The South Falls, Again

So there’s no confusion: The star of Sweet Home Alabama is Reese Witherspoon, who graces the film’s poster in full-body pout and appears on the press kit in close-up mug-shot smirk. Witherspoon is Hollywood’s new $15 million girl, a price befitting anyone who could take a bound-for-Blockbuster, pretty-plain-even-in-pink movie like last year’s Legally Blonde and turn it into a $100 million hit. Critics doused the movie in gasoline but slathered whipped cream upon the 26-year-old Witherspoon. It says plenty about the wretched state of the studio-movie business that critics would trash such a slight and insipid movie but recommend it nonetheless because of a single performer; as such, Legally Blonde was so awful they’re making another one. Till then, here’s more cud to chew on.
Witherspoon is “the thinking guy’s cupcake,” according to Salon.com’s Stephanie Zacharek; another writer — from Maxim or maybe The New York Review of Books — calls her “yummy.” Why, then, does this cupcake keep starring in movies as awful for you as a plateful of Twinkies? Maybe she’s a Ding Dong. Sweet Home Alabama is loaded with empty calories, and it’s plenty stale. Anyone remember Doc Hollywood, airing on cable TV since George Bush (the original, not the sequel) was in office? Of course you do, which is why you’ll adore Sweet Home Alabama. It contains the exact same plot.
Witherspoon plays Melanie Carmichael, an up-and-coming New York fashion designer. She possesses a perfectly appointed apartment, works with a cadre of hipsters NBC would love to cast in a Thursday-night series next fall and is engaged to Andrew (Patrick Dempsey), the son of New York City’s mayor. Andrew’s the kind of guy who rents out Tiffany’s when it comes time to propose.

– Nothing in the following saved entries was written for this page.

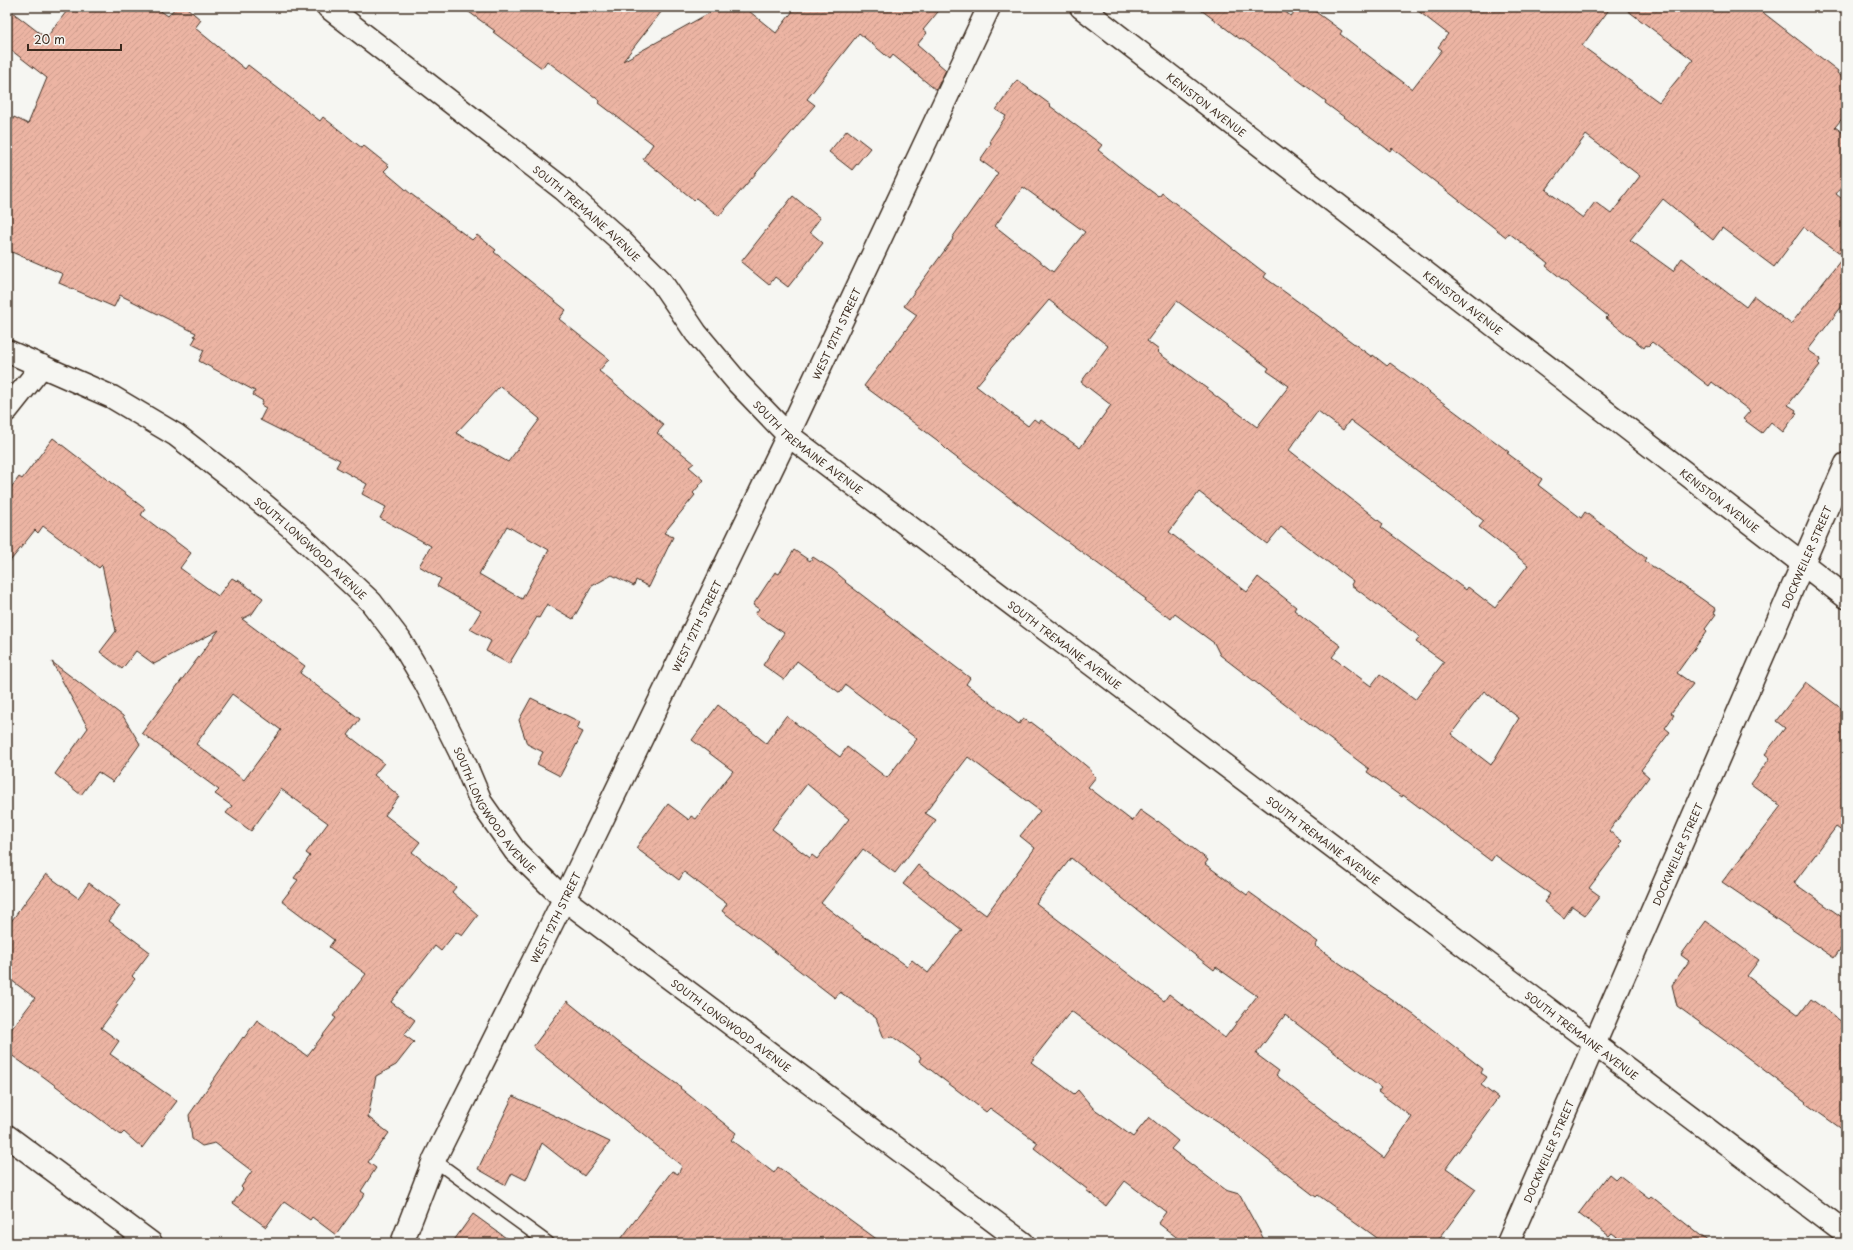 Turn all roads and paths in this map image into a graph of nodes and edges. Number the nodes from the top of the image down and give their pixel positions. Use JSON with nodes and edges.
{"nodes":[{"id":1,"x":328,"y":7,"type":"edge"},
{"id":2,"x":988,"y":7,"type":"edge"},
{"id":3,"x":1081,"y":7,"type":"edge"},
{"id":4,"x":7,"y":351,"type":"edge"},
{"id":5,"x":42,"y":366,"type":"junction"},
{"id":6,"x":7,"y":410,"type":"edge"},
{"id":7,"x":788,"y":435,"type":"junction"},
{"id":8,"x":1846,"y":464,"type":"edge"},
{"id":9,"x":1803,"y":565,"type":"junction"},
{"id":10,"x":1846,"y":597,"type":"edge"},
{"id":11,"x":564,"y":899,"type":"junction"},
{"id":12,"x":1594,"y":1044,"type":"junction"},
{"id":13,"x":7,"y":1136,"type":"edge"},
{"id":14,"x":434,"y":1160,"type":"junction"},
{"id":15,"x":1846,"y":1234,"type":"edge"},
{"id":16,"x":151,"y":1243,"type":"edge"},
{"id":17,"x":402,"y":1243,"type":"edge"},
{"id":18,"x":548,"y":1243,"type":"edge"},
{"id":19,"x":1023,"y":1243,"type":"edge"},
{"id":20,"x":1508,"y":1243,"type":"edge"}],
"edges":[{"from":1,"to":7,"type":"street","name":"SOUTH TREMAINE AVENUE"},
{"from":2,"to":7,"type":"street","name":"WEST 12TH STREET"},
{"from":3,"to":9,"type":"street","name":"KENISTON AVENUE"},
{"from":4,"to":5,"type":"street","name":"SOUTH LONGWOOD AVENUE"},
{"from":5,"to":6,"type":"street"},
{"from":5,"to":11,"type":"street","name":"SOUTH LONGWOOD AVENUE"},
{"from":7,"to":11,"type":"street","name":"WEST 12TH STREET"},
{"from":7,"to":12,"type":"street","name":"SOUTH TREMAINE AVENUE"},
{"from":8,"to":9,"type":"street","name":"DOCKWEILER STREET"},
{"from":9,"to":10,"type":"street","name":"KENISTON AVENUE"},
{"from":9,"to":12,"type":"street","name":"DOCKWEILER STREET"},
{"from":11,"to":14,"type":"street","name":"WEST 12TH STREET"},
{"from":11,"to":19,"type":"street","name":"SOUTH LONGWOOD AVENUE"},
{"from":12,"to":15,"type":"street","name":"SOUTH TREMAINE AVENUE"},
{"from":12,"to":20,"type":"street","name":"DOCKWEILER STREET"},
{"from":13,"to":16,"type":"street"},
{"from":14,"to":17,"type":"street","name":"WEST 12TH STREET"},
{"from":14,"to":18,"type":"lane"}]}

Melanie has but one flaw: bad roots. The kind L’Oreal can’t cover. She hails from a podunk town in Alabama, which worries her future mother-in-law (Candice Bergen, apparently reprising her Miss Congeniality role), who keeps referring to Melanie as “that carbuncle girl.” Worse, Melanie never quite ended her first marriage to childhood sweetheart and soul mate Jake (Josh Lucas), a chicken-fried hunk with a heart of glass who won’t sign the divorce papers, despite the fact he now considers his would-be ex little more than a “hoity-toity Yankee bitch” (big laughs). Just why he won’t sign the papers is something of a mystery, or would be in the real world; in movieland it’s a convenient plot point that pays off at film’s end, around the time Andrew and Melanie are traipse down the aisle … or do they?
You know where this thing’s headed — something about the promotional tagline, “Sometimes what you’re looking for is right where you left it,” gives it away. But the ride can’t be fun or scenic in a film populated by yahoo stereotypes who appear to have been lifted from failed TV pilots: Fred Ward as the proud pop obsessed with Civil War reenactments; Bergen as the snooty bitch inexplicably covered in boils by film’s end, suggesting a whole lot of deleted scenes somewhere; a closeted small-town gay guy — and the black New York fashion designer who will make him a man. Which leaves Witherspoon, that delicious pastry, to throw the movie over her small shoulders and carry it home. The load is light — the movie weighs no more than a glass of flat champagne — but even she can’t withstand the burden. No one could, saddled with lines such as, “You know, I never understood that expression. But no, I am not shitting you.” No, of course she isn’t. Alabama also gets docked for using the title song twice, once by Jewel.